Although the entries contain pictures, your copy should hold only their exact text.

────

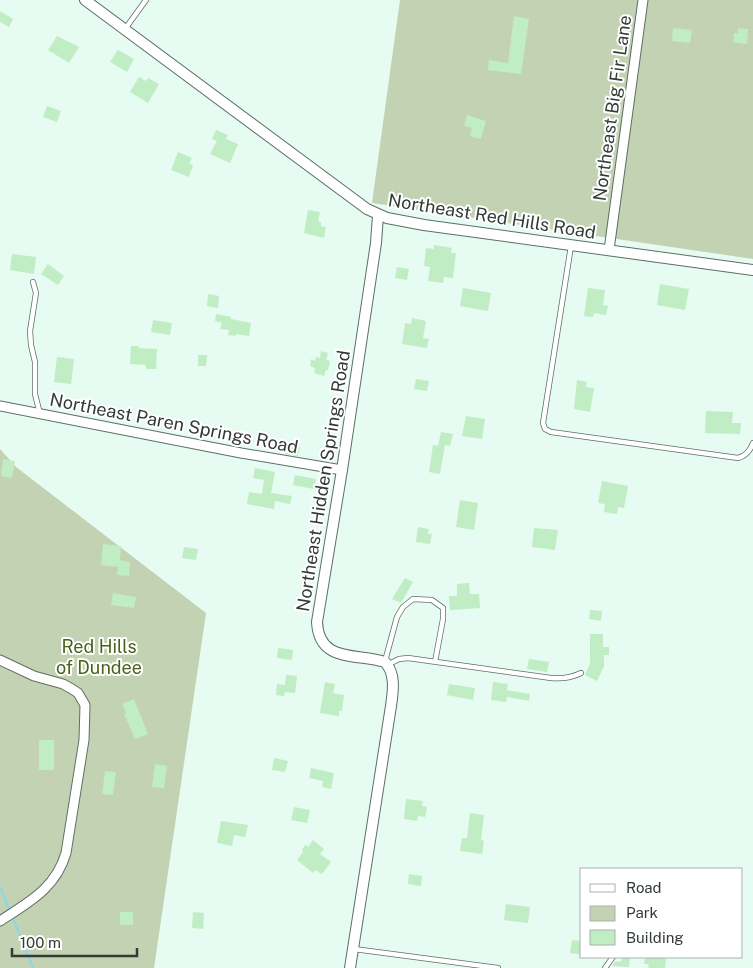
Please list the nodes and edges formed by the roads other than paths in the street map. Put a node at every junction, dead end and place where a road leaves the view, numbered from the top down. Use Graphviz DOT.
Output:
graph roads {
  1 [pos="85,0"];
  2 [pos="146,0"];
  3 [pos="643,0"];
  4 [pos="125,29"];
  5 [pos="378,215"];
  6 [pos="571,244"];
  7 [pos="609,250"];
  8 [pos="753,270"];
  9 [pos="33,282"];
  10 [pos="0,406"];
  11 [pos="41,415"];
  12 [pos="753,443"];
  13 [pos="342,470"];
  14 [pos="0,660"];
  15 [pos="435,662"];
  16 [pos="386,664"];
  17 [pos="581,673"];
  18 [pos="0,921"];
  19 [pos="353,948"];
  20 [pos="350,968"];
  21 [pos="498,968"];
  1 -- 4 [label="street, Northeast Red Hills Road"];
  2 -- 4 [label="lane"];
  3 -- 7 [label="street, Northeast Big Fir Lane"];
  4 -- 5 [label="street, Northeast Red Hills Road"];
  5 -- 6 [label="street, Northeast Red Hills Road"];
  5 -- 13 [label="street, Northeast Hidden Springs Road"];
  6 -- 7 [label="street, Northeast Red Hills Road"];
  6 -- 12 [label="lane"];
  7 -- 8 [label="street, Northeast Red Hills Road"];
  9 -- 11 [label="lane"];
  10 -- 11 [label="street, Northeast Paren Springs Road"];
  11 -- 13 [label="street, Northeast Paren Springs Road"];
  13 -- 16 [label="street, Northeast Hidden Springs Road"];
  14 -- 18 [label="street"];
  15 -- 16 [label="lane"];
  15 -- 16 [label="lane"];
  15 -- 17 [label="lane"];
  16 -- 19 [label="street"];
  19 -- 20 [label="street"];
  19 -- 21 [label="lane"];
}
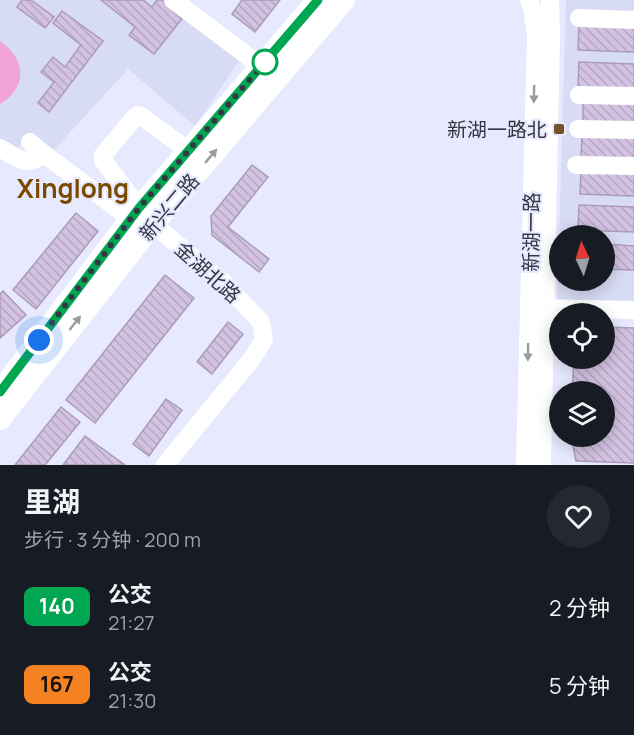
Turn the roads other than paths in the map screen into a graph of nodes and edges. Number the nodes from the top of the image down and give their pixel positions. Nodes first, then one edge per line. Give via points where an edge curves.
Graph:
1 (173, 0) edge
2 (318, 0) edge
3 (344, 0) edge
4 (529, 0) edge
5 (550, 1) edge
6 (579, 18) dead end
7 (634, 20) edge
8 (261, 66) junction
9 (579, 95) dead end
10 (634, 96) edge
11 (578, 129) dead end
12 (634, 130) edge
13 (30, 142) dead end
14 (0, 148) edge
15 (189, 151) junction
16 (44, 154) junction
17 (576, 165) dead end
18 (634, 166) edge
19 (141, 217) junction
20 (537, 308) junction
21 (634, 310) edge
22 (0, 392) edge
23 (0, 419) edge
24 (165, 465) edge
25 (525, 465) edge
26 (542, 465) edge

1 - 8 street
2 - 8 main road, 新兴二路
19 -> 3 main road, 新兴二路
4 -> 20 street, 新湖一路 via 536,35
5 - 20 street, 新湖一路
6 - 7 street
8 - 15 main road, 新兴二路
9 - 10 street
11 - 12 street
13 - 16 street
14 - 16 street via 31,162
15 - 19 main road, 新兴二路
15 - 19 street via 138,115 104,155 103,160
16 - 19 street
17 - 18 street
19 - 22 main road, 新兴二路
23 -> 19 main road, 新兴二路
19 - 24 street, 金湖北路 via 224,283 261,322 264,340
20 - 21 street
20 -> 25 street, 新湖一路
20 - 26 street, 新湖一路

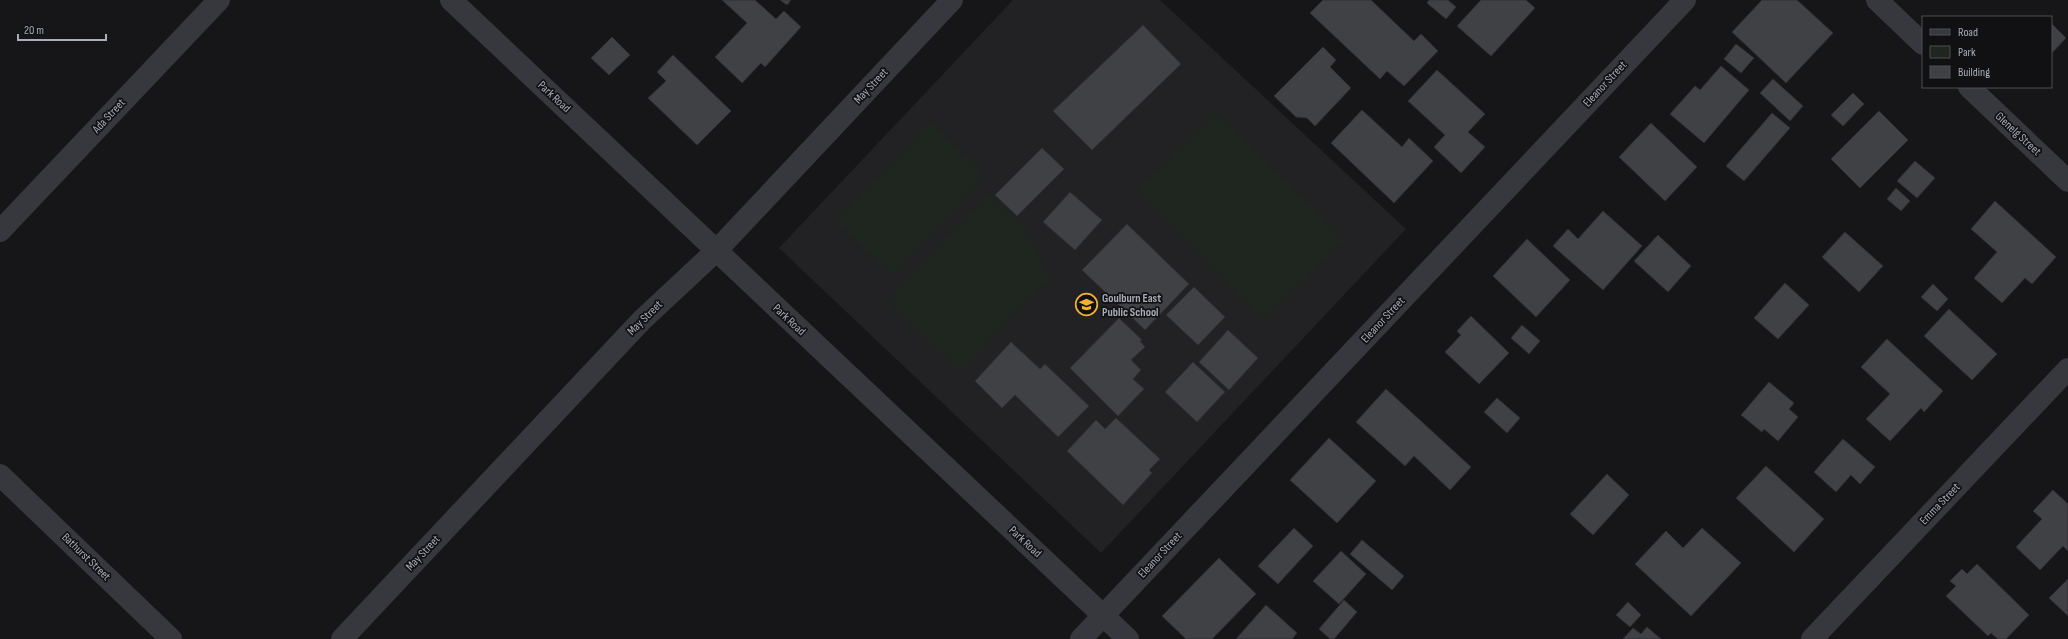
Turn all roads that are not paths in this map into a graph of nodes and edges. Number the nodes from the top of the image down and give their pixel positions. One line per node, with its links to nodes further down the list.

────

- _Result of the task_:
Please list the nodes and edges formed by the roads other than paths in the street map. Put a node at every junction, dead end and place where a road leaves the view, numbered from the top down. Use Graphviz DOT.
Output:
graph roads {
  1 [pos="85,0"];
  2 [pos="146,0"];
  3 [pos="643,0"];
  4 [pos="125,29"];
  5 [pos="378,215"];
  6 [pos="571,244"];
  7 [pos="609,250"];
  8 [pos="753,270"];
  9 [pos="33,282"];
  10 [pos="0,406"];
  11 [pos="41,415"];
  12 [pos="753,443"];
  13 [pos="342,470"];
  14 [pos="0,660"];
  15 [pos="435,662"];
  16 [pos="386,664"];
  17 [pos="581,673"];
  18 [pos="0,921"];
  19 [pos="353,948"];
  20 [pos="350,968"];
  21 [pos="498,968"];
  1 -- 4 [label="street, Northeast Red Hills Road"];
  2 -- 4 [label="lane"];
  3 -- 7 [label="street, Northeast Big Fir Lane"];
  4 -- 5 [label="street, Northeast Red Hills Road"];
  5 -- 6 [label="street, Northeast Red Hills Road"];
  5 -- 13 [label="street, Northeast Hidden Springs Road"];
  6 -- 7 [label="street, Northeast Red Hills Road"];
  6 -- 12 [label="lane"];
  7 -- 8 [label="street, Northeast Red Hills Road"];
  9 -- 11 [label="lane"];
  10 -- 11 [label="street, Northeast Paren Springs Road"];
  11 -- 13 [label="street, Northeast Paren Springs Road"];
  13 -- 16 [label="street, Northeast Hidden Springs Road"];
  14 -- 18 [label="street"];
  15 -- 16 [label="lane"];
  15 -- 16 [label="lane"];
  15 -- 17 [label="lane"];
  16 -- 19 [label="street"];
  19 -- 20 [label="street"];
  19 -- 21 [label="lane"];
}
Turn the roads other than paths in the map screen into a graph of nodes and edges. Number the nodes from the top of the image down and give their pixel positions. Nodes first, then one edge per line. Give via points where an edge curves.
Graph:
1 (173, 0) edge
2 (318, 0) edge
3 (344, 0) edge
4 (529, 0) edge
5 (550, 1) edge
6 (579, 18) dead end
7 (634, 20) edge
8 (261, 66) junction
9 (579, 95) dead end
10 (634, 96) edge
11 (578, 129) dead end
12 (634, 130) edge
13 (30, 142) dead end
14 (0, 148) edge
15 (189, 151) junction
16 (44, 154) junction
17 (576, 165) dead end
18 (634, 166) edge
19 (141, 217) junction
20 (537, 308) junction
21 (634, 310) edge
22 (0, 392) edge
23 (0, 419) edge
24 (165, 465) edge
25 (525, 465) edge
26 (542, 465) edge

1 - 8 street
2 - 8 main road, 新兴二路
19 -> 3 main road, 新兴二路
4 -> 20 street, 新湖一路 via 536,35
5 - 20 street, 新湖一路
6 - 7 street
8 - 15 main road, 新兴二路
9 - 10 street
11 - 12 street
13 - 16 street
14 - 16 street via 31,162
15 - 19 main road, 新兴二路
15 - 19 street via 138,115 104,155 103,160
16 - 19 street
17 - 18 street
19 - 22 main road, 新兴二路
23 -> 19 main road, 新兴二路
19 - 24 street, 金湖北路 via 224,283 261,322 264,340
20 - 21 street
20 -> 25 street, 新湖一路
20 - 26 street, 新湖一路

Turn all roads that are not paths in this map into a graph of nodes and edges. Number the nodes from the top of the image down and give their pixel positions. One line per node, with its links to nodes further down the list.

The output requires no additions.